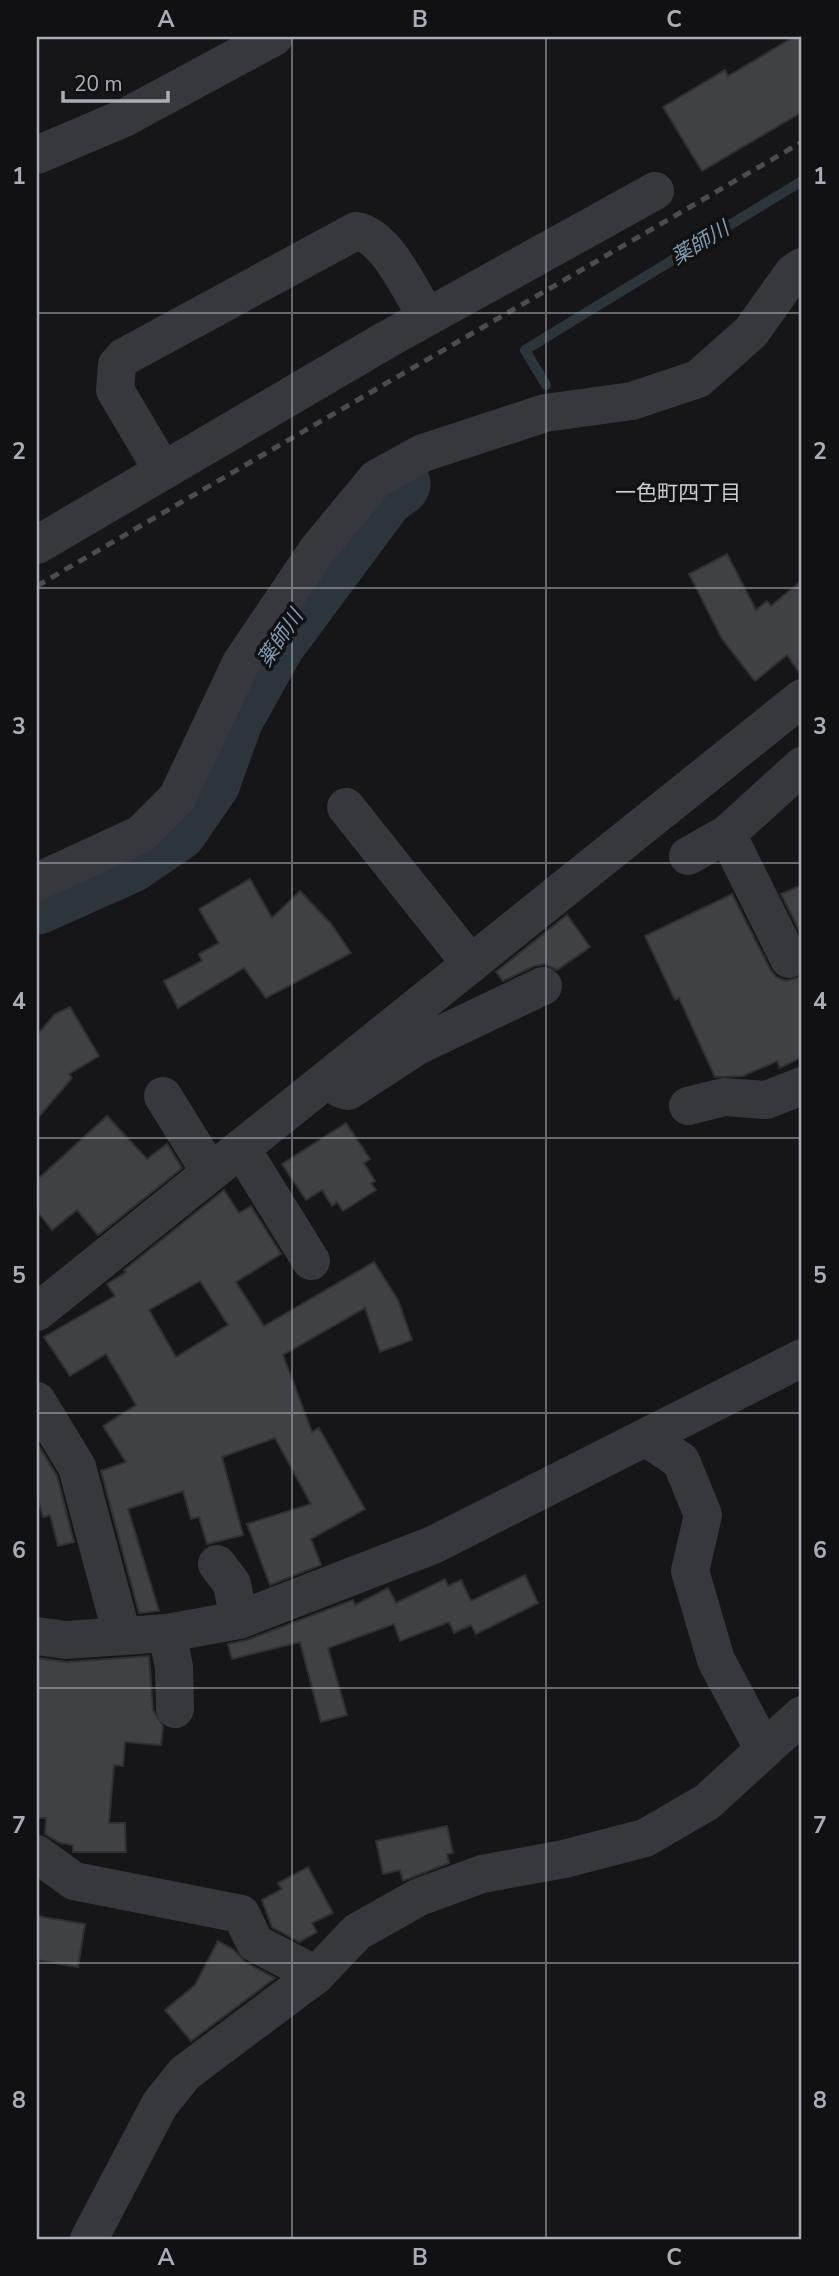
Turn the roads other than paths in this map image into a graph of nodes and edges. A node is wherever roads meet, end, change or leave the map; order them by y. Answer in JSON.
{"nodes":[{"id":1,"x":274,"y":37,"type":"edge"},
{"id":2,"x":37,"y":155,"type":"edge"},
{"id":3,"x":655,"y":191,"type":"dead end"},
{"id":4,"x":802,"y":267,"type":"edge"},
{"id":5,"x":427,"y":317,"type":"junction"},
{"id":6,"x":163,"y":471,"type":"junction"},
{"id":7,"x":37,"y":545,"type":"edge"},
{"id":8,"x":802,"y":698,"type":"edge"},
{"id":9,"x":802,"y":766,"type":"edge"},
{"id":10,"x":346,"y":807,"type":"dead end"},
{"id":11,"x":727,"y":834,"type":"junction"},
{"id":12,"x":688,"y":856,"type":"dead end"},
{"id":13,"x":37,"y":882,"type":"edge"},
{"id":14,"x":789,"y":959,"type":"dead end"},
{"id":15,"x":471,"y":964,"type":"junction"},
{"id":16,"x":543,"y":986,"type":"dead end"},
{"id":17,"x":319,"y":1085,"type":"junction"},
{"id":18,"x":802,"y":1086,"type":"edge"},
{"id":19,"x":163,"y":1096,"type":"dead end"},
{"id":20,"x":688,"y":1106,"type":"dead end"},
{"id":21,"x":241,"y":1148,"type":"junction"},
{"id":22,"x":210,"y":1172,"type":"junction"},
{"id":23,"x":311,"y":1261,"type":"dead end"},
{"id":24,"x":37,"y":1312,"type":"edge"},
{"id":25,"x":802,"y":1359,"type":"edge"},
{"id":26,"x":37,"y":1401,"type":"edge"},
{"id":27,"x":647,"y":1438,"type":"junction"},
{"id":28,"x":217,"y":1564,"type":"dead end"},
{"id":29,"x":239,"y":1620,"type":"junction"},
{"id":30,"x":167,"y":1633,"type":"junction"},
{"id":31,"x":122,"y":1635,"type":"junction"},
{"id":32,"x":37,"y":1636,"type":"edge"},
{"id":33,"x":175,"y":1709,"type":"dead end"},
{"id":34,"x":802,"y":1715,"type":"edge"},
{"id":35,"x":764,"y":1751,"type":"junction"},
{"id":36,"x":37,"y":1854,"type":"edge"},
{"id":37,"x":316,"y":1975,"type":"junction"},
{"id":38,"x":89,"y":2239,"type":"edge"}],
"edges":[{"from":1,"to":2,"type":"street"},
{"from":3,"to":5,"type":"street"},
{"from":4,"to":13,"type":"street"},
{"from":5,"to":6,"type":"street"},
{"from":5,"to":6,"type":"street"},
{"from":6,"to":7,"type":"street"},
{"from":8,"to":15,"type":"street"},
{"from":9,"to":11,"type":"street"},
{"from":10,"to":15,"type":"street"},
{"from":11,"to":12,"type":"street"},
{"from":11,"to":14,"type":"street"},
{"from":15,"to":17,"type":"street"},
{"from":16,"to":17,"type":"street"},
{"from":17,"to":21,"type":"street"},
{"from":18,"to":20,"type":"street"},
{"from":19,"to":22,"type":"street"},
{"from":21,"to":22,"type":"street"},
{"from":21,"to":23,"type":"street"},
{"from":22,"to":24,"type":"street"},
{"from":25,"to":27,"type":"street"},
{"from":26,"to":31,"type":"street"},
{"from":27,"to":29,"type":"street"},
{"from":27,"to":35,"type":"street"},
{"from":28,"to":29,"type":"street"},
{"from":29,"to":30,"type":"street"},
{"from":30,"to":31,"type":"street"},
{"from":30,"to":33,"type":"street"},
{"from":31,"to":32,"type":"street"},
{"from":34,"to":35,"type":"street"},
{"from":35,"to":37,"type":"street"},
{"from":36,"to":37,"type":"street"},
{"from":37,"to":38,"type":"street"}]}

### WHAT THIS TASK INVOLVES
Set the pictures aside and transcribe the data above exactly.

### RESPONSE AREA
Turn the roads other than paths in this map image into a graph of nodes and edges. A node is wherever roads meet, end, change or leave the map; order them by y. Answer in JSON.
{"nodes":[{"id":1,"x":274,"y":37,"type":"edge"},
{"id":2,"x":37,"y":155,"type":"edge"},
{"id":3,"x":655,"y":191,"type":"dead end"},
{"id":4,"x":802,"y":267,"type":"edge"},
{"id":5,"x":427,"y":317,"type":"junction"},
{"id":6,"x":163,"y":471,"type":"junction"},
{"id":7,"x":37,"y":545,"type":"edge"},
{"id":8,"x":802,"y":698,"type":"edge"},
{"id":9,"x":802,"y":766,"type":"edge"},
{"id":10,"x":346,"y":807,"type":"dead end"},
{"id":11,"x":727,"y":834,"type":"junction"},
{"id":12,"x":688,"y":856,"type":"dead end"},
{"id":13,"x":37,"y":882,"type":"edge"},
{"id":14,"x":789,"y":959,"type":"dead end"},
{"id":15,"x":471,"y":964,"type":"junction"},
{"id":16,"x":543,"y":986,"type":"dead end"},
{"id":17,"x":319,"y":1085,"type":"junction"},
{"id":18,"x":802,"y":1086,"type":"edge"},
{"id":19,"x":163,"y":1096,"type":"dead end"},
{"id":20,"x":688,"y":1106,"type":"dead end"},
{"id":21,"x":241,"y":1148,"type":"junction"},
{"id":22,"x":210,"y":1172,"type":"junction"},
{"id":23,"x":311,"y":1261,"type":"dead end"},
{"id":24,"x":37,"y":1312,"type":"edge"},
{"id":25,"x":802,"y":1359,"type":"edge"},
{"id":26,"x":37,"y":1401,"type":"edge"},
{"id":27,"x":647,"y":1438,"type":"junction"},
{"id":28,"x":217,"y":1564,"type":"dead end"},
{"id":29,"x":239,"y":1620,"type":"junction"},
{"id":30,"x":167,"y":1633,"type":"junction"},
{"id":31,"x":122,"y":1635,"type":"junction"},
{"id":32,"x":37,"y":1636,"type":"edge"},
{"id":33,"x":175,"y":1709,"type":"dead end"},
{"id":34,"x":802,"y":1715,"type":"edge"},
{"id":35,"x":764,"y":1751,"type":"junction"},
{"id":36,"x":37,"y":1854,"type":"edge"},
{"id":37,"x":316,"y":1975,"type":"junction"},
{"id":38,"x":89,"y":2239,"type":"edge"}],
"edges":[{"from":1,"to":2,"type":"street"},
{"from":3,"to":5,"type":"street"},
{"from":4,"to":13,"type":"street"},
{"from":5,"to":6,"type":"street"},
{"from":5,"to":6,"type":"street"},
{"from":6,"to":7,"type":"street"},
{"from":8,"to":15,"type":"street"},
{"from":9,"to":11,"type":"street"},
{"from":10,"to":15,"type":"street"},
{"from":11,"to":12,"type":"street"},
{"from":11,"to":14,"type":"street"},
{"from":15,"to":17,"type":"street"},
{"from":16,"to":17,"type":"street"},
{"from":17,"to":21,"type":"street"},
{"from":18,"to":20,"type":"street"},
{"from":19,"to":22,"type":"street"},
{"from":21,"to":22,"type":"street"},
{"from":21,"to":23,"type":"street"},
{"from":22,"to":24,"type":"street"},
{"from":25,"to":27,"type":"street"},
{"from":26,"to":31,"type":"street"},
{"from":27,"to":29,"type":"street"},
{"from":27,"to":35,"type":"street"},
{"from":28,"to":29,"type":"street"},
{"from":29,"to":30,"type":"street"},
{"from":30,"to":31,"type":"street"},
{"from":30,"to":33,"type":"street"},
{"from":31,"to":32,"type":"street"},
{"from":34,"to":35,"type":"street"},
{"from":35,"to":37,"type":"street"},
{"from":36,"to":37,"type":"street"},
{"from":37,"to":38,"type":"street"}]}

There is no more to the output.